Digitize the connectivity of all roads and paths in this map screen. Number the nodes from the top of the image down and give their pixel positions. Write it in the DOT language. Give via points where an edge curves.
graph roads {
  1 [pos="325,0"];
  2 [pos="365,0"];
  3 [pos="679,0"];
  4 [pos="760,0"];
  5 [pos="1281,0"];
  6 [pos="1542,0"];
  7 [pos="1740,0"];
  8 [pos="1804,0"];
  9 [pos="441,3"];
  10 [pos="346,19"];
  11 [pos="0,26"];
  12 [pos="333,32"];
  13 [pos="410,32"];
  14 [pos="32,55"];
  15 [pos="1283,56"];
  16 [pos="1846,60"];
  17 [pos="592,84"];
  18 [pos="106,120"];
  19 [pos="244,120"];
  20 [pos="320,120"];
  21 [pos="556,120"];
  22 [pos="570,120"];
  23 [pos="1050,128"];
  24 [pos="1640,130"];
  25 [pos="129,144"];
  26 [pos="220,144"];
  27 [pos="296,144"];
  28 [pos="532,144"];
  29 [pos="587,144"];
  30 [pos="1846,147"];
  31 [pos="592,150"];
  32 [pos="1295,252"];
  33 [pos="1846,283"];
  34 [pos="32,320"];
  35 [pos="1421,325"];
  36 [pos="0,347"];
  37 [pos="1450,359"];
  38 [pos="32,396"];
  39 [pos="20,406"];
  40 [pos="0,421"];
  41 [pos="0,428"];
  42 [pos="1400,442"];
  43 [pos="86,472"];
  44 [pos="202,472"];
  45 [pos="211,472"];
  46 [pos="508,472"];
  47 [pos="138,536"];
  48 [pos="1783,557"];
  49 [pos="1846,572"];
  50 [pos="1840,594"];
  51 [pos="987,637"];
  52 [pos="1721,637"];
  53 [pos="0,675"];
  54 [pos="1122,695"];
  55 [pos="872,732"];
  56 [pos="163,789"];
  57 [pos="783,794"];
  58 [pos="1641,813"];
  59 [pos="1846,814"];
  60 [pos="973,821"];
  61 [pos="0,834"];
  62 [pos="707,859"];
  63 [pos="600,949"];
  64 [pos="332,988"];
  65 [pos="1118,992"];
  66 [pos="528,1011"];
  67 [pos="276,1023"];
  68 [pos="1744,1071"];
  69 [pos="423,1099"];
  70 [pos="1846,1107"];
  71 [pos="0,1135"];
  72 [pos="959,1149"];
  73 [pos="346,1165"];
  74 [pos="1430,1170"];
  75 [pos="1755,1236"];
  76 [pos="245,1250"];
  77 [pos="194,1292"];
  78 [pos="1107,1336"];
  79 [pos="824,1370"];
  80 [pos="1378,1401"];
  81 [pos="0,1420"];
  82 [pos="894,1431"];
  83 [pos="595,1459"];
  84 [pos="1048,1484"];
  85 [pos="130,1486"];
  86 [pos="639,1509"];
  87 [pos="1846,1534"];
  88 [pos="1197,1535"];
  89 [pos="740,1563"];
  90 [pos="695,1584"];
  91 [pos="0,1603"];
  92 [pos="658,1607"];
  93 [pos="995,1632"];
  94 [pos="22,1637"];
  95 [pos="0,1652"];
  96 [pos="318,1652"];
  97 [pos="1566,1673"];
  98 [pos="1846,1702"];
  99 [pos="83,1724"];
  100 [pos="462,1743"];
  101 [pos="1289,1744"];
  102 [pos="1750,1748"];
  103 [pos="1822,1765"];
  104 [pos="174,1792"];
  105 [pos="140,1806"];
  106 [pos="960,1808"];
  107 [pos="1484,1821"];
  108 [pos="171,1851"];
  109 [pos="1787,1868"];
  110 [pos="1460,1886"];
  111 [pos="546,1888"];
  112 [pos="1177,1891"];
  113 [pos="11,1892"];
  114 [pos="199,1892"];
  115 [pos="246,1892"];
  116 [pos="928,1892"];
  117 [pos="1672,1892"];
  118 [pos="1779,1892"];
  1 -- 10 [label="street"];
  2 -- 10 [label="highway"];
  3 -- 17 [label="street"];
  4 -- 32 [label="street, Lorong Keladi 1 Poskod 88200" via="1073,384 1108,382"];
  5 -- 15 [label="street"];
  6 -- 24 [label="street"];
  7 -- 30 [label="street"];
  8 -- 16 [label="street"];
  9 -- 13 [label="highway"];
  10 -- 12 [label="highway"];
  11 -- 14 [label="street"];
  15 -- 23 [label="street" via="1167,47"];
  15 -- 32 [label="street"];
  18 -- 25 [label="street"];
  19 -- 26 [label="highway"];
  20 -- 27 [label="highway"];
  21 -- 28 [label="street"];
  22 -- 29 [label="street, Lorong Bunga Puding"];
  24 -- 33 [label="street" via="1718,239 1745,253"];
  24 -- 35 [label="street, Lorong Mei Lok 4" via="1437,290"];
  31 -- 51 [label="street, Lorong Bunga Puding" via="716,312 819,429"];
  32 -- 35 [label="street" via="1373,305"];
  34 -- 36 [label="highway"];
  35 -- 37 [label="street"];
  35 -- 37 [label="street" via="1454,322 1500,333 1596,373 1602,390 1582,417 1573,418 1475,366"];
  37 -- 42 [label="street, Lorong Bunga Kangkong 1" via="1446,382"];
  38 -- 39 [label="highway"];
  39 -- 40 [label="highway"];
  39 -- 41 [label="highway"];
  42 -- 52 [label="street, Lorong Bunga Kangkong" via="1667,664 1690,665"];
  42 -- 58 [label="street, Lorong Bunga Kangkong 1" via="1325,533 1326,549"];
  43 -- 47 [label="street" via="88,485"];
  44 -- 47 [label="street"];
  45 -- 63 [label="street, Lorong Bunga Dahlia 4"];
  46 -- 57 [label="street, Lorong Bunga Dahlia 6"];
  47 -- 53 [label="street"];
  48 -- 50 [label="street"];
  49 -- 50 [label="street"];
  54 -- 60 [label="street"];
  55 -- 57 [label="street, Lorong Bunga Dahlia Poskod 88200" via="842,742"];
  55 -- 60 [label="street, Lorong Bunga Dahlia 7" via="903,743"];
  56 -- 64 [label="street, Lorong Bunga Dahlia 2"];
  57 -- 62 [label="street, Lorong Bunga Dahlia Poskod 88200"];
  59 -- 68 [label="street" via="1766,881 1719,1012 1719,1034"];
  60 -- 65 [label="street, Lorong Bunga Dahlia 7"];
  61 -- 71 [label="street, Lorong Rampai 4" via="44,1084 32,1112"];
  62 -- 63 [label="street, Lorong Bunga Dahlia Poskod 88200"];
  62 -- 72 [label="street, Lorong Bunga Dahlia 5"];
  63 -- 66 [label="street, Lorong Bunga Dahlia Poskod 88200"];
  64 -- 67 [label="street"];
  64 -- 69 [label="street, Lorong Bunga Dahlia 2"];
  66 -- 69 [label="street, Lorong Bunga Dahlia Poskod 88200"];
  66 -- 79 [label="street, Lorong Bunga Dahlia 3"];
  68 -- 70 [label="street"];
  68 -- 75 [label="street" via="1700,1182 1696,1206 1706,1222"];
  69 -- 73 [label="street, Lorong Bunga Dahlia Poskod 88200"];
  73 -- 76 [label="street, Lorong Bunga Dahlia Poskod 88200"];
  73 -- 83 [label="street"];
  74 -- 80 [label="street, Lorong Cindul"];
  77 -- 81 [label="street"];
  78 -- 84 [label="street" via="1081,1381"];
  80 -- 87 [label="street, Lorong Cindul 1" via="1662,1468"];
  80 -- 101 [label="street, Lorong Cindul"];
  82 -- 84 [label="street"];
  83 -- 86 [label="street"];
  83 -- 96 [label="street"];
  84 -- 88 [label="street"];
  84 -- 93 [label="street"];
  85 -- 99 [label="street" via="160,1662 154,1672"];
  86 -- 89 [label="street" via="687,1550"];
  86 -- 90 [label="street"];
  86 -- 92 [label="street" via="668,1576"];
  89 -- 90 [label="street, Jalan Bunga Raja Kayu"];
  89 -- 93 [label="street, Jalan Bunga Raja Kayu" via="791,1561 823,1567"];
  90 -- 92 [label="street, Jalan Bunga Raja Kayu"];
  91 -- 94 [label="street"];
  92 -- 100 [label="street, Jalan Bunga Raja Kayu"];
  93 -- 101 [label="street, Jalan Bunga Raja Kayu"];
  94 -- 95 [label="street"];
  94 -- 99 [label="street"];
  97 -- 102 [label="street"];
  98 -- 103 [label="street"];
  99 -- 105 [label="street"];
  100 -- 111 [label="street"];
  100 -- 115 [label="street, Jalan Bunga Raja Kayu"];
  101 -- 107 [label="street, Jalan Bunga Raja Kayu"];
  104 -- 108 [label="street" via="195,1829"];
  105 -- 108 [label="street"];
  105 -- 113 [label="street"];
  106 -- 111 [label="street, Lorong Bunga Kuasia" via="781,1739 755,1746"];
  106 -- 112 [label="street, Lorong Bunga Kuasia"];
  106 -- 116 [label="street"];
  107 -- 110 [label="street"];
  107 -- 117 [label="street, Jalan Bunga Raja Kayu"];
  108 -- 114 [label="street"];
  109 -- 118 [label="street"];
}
* * * * * * * * *
■ Task
How many lines in the entries contain the string "Kayu"? Answer with the number only.

■ Answer box
8